When you copy the material, keep each line exactly as it appears.

____________

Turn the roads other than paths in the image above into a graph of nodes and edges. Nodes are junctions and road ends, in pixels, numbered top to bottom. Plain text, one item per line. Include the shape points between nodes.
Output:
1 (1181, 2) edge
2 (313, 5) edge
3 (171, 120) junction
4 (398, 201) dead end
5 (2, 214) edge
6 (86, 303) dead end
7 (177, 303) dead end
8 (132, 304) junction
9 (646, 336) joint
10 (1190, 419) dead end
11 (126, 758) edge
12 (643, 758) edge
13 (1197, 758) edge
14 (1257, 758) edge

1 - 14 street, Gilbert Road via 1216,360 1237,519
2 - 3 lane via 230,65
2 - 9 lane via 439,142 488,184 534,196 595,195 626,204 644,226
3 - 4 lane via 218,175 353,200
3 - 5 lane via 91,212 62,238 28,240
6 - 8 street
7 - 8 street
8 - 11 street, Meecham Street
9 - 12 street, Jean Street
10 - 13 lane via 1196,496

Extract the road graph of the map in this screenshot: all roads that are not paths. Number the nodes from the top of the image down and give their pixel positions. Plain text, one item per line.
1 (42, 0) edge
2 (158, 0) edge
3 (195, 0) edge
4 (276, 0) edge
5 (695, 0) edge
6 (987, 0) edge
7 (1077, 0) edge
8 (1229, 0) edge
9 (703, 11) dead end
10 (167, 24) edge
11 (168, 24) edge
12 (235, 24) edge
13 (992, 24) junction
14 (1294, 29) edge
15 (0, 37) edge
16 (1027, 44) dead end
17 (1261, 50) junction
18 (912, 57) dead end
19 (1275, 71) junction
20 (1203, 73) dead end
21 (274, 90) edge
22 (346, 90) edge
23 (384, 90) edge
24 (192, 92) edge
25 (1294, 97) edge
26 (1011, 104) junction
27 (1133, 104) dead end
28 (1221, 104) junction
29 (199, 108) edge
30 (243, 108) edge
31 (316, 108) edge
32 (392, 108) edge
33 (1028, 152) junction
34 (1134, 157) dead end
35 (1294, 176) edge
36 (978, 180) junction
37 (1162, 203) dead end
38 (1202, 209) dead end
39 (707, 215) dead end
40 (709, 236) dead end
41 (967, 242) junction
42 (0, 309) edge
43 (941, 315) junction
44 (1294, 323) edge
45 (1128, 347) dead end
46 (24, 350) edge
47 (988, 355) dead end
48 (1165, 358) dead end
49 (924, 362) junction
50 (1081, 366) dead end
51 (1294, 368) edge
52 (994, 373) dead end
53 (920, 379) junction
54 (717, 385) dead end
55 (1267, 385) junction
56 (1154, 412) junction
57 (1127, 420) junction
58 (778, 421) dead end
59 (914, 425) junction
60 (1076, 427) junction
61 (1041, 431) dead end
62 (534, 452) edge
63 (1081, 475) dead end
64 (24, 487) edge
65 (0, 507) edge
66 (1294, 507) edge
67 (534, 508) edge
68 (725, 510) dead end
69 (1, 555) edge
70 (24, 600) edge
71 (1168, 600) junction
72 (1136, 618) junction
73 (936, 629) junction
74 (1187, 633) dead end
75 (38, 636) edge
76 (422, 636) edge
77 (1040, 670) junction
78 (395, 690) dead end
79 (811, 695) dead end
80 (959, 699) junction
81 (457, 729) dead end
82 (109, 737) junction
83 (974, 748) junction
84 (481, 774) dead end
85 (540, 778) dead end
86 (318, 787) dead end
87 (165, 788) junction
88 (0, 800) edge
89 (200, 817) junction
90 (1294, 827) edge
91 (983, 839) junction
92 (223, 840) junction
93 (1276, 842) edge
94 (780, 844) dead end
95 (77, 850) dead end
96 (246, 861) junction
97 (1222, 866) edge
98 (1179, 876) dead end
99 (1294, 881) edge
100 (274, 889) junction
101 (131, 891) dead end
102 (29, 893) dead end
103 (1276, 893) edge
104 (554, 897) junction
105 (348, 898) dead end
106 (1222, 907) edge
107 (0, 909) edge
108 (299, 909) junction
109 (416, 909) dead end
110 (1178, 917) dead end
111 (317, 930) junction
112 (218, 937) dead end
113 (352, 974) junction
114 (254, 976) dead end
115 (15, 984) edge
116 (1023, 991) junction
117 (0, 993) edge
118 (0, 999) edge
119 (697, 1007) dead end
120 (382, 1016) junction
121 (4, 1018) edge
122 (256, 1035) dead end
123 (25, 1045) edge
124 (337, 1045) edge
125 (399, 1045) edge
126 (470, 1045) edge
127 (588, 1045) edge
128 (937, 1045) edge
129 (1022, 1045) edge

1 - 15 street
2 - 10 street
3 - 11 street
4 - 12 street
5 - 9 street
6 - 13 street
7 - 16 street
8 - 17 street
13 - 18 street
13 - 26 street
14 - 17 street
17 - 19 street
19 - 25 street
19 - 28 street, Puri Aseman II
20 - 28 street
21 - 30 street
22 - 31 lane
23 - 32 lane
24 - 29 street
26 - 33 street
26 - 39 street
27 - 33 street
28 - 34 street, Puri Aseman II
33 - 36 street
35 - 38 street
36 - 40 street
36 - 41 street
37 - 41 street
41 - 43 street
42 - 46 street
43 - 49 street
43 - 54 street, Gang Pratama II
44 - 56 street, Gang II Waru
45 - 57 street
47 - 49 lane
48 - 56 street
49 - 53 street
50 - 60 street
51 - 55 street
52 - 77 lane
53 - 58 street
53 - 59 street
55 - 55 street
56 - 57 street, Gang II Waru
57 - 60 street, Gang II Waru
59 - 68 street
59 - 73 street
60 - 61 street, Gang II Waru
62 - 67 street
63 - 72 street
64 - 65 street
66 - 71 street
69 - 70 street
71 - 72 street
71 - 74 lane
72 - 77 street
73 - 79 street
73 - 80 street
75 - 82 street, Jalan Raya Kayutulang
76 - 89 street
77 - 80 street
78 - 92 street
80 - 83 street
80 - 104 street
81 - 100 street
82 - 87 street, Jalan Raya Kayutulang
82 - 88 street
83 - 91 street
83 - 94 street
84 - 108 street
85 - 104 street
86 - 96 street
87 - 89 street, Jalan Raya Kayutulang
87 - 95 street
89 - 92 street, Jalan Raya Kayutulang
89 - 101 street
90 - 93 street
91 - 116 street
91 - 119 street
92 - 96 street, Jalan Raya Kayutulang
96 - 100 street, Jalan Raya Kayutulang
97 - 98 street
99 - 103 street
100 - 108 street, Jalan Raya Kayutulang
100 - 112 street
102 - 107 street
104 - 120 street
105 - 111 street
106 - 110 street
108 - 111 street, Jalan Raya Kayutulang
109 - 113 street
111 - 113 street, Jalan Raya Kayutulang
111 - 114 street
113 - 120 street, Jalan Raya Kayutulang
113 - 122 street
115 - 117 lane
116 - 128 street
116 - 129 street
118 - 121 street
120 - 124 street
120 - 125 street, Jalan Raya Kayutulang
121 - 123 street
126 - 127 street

____________

Response:
Turn the roads other than paths in the image above into a graph of nodes and edges. Nodes are junctions and road ends, in pixels, numbered top to bottom. Plain text, one item per line. Include the shape points between nodes.
Output:
1 (1181, 2) edge
2 (313, 5) edge
3 (171, 120) junction
4 (398, 201) dead end
5 (2, 214) edge
6 (86, 303) dead end
7 (177, 303) dead end
8 (132, 304) junction
9 (646, 336) joint
10 (1190, 419) dead end
11 (126, 758) edge
12 (643, 758) edge
13 (1197, 758) edge
14 (1257, 758) edge

1 - 14 street, Gilbert Road via 1216,360 1237,519
2 - 3 lane via 230,65
2 - 9 lane via 439,142 488,184 534,196 595,195 626,204 644,226
3 - 4 lane via 218,175 353,200
3 - 5 lane via 91,212 62,238 28,240
6 - 8 street
7 - 8 street
8 - 11 street, Meecham Street
9 - 12 street, Jean Street
10 - 13 lane via 1196,496

Extract the road graph of the map in this screenshot: all roads that are not paths. Number the nodes from the top of the image down and give their pixel positions. Plain text, one item per line.
1 (42, 0) edge
2 (158, 0) edge
3 (195, 0) edge
4 (276, 0) edge
5 (695, 0) edge
6 (987, 0) edge
7 (1077, 0) edge
8 (1229, 0) edge
9 (703, 11) dead end
10 (167, 24) edge
11 (168, 24) edge
12 (235, 24) edge
13 (992, 24) junction
14 (1294, 29) edge
15 (0, 37) edge
16 (1027, 44) dead end
17 (1261, 50) junction
18 (912, 57) dead end
19 (1275, 71) junction
20 (1203, 73) dead end
21 (274, 90) edge
22 (346, 90) edge
23 (384, 90) edge
24 (192, 92) edge
25 (1294, 97) edge
26 (1011, 104) junction
27 (1133, 104) dead end
28 (1221, 104) junction
29 (199, 108) edge
30 (243, 108) edge
31 (316, 108) edge
32 (392, 108) edge
33 (1028, 152) junction
34 (1134, 157) dead end
35 (1294, 176) edge
36 (978, 180) junction
37 (1162, 203) dead end
38 (1202, 209) dead end
39 (707, 215) dead end
40 (709, 236) dead end
41 (967, 242) junction
42 (0, 309) edge
43 (941, 315) junction
44 (1294, 323) edge
45 (1128, 347) dead end
46 (24, 350) edge
47 (988, 355) dead end
48 (1165, 358) dead end
49 (924, 362) junction
50 (1081, 366) dead end
51 (1294, 368) edge
52 (994, 373) dead end
53 (920, 379) junction
54 (717, 385) dead end
55 (1267, 385) junction
56 (1154, 412) junction
57 (1127, 420) junction
58 (778, 421) dead end
59 (914, 425) junction
60 (1076, 427) junction
61 (1041, 431) dead end
62 (534, 452) edge
63 (1081, 475) dead end
64 (24, 487) edge
65 (0, 507) edge
66 (1294, 507) edge
67 (534, 508) edge
68 (725, 510) dead end
69 (1, 555) edge
70 (24, 600) edge
71 (1168, 600) junction
72 (1136, 618) junction
73 (936, 629) junction
74 (1187, 633) dead end
75 (38, 636) edge
76 (422, 636) edge
77 (1040, 670) junction
78 (395, 690) dead end
79 (811, 695) dead end
80 (959, 699) junction
81 (457, 729) dead end
82 (109, 737) junction
83 (974, 748) junction
84 (481, 774) dead end
85 (540, 778) dead end
86 (318, 787) dead end
87 (165, 788) junction
88 (0, 800) edge
89 (200, 817) junction
90 (1294, 827) edge
91 (983, 839) junction
92 (223, 840) junction
93 (1276, 842) edge
94 (780, 844) dead end
95 (77, 850) dead end
96 (246, 861) junction
97 (1222, 866) edge
98 (1179, 876) dead end
99 (1294, 881) edge
100 (274, 889) junction
101 (131, 891) dead end
102 (29, 893) dead end
103 (1276, 893) edge
104 (554, 897) junction
105 (348, 898) dead end
106 (1222, 907) edge
107 (0, 909) edge
108 (299, 909) junction
109 (416, 909) dead end
110 (1178, 917) dead end
111 (317, 930) junction
112 (218, 937) dead end
113 (352, 974) junction
114 (254, 976) dead end
115 (15, 984) edge
116 (1023, 991) junction
117 (0, 993) edge
118 (0, 999) edge
119 (697, 1007) dead end
120 (382, 1016) junction
121 (4, 1018) edge
122 (256, 1035) dead end
123 (25, 1045) edge
124 (337, 1045) edge
125 (399, 1045) edge
126 (470, 1045) edge
127 (588, 1045) edge
128 (937, 1045) edge
129 (1022, 1045) edge

1 - 15 street
2 - 10 street
3 - 11 street
4 - 12 street
5 - 9 street
6 - 13 street
7 - 16 street
8 - 17 street
13 - 18 street
13 - 26 street
14 - 17 street
17 - 19 street
19 - 25 street
19 - 28 street, Puri Aseman II
20 - 28 street
21 - 30 street
22 - 31 lane
23 - 32 lane
24 - 29 street
26 - 33 street
26 - 39 street
27 - 33 street
28 - 34 street, Puri Aseman II
33 - 36 street
35 - 38 street
36 - 40 street
36 - 41 street
37 - 41 street
41 - 43 street
42 - 46 street
43 - 49 street
43 - 54 street, Gang Pratama II
44 - 56 street, Gang II Waru
45 - 57 street
47 - 49 lane
48 - 56 street
49 - 53 street
50 - 60 street
51 - 55 street
52 - 77 lane
53 - 58 street
53 - 59 street
55 - 55 street
56 - 57 street, Gang II Waru
57 - 60 street, Gang II Waru
59 - 68 street
59 - 73 street
60 - 61 street, Gang II Waru
62 - 67 street
63 - 72 street
64 - 65 street
66 - 71 street
69 - 70 street
71 - 72 street
71 - 74 lane
72 - 77 street
73 - 79 street
73 - 80 street
75 - 82 street, Jalan Raya Kayutulang
76 - 89 street
77 - 80 street
78 - 92 street
80 - 83 street
80 - 104 street
81 - 100 street
82 - 87 street, Jalan Raya Kayutulang
82 - 88 street
83 - 91 street
83 - 94 street
84 - 108 street
85 - 104 street
86 - 96 street
87 - 89 street, Jalan Raya Kayutulang
87 - 95 street
89 - 92 street, Jalan Raya Kayutulang
89 - 101 street
90 - 93 street
91 - 116 street
91 - 119 street
92 - 96 street, Jalan Raya Kayutulang
96 - 100 street, Jalan Raya Kayutulang
97 - 98 street
99 - 103 street
100 - 108 street, Jalan Raya Kayutulang
100 - 112 street
102 - 107 street
104 - 120 street
105 - 111 street
106 - 110 street
108 - 111 street, Jalan Raya Kayutulang
109 - 113 street
111 - 113 street, Jalan Raya Kayutulang
111 - 114 street
113 - 120 street, Jalan Raya Kayutulang
113 - 122 street
115 - 117 lane
116 - 128 street
116 - 129 street
118 - 121 street
120 - 124 street
120 - 125 street, Jalan Raya Kayutulang
121 - 123 street
126 - 127 street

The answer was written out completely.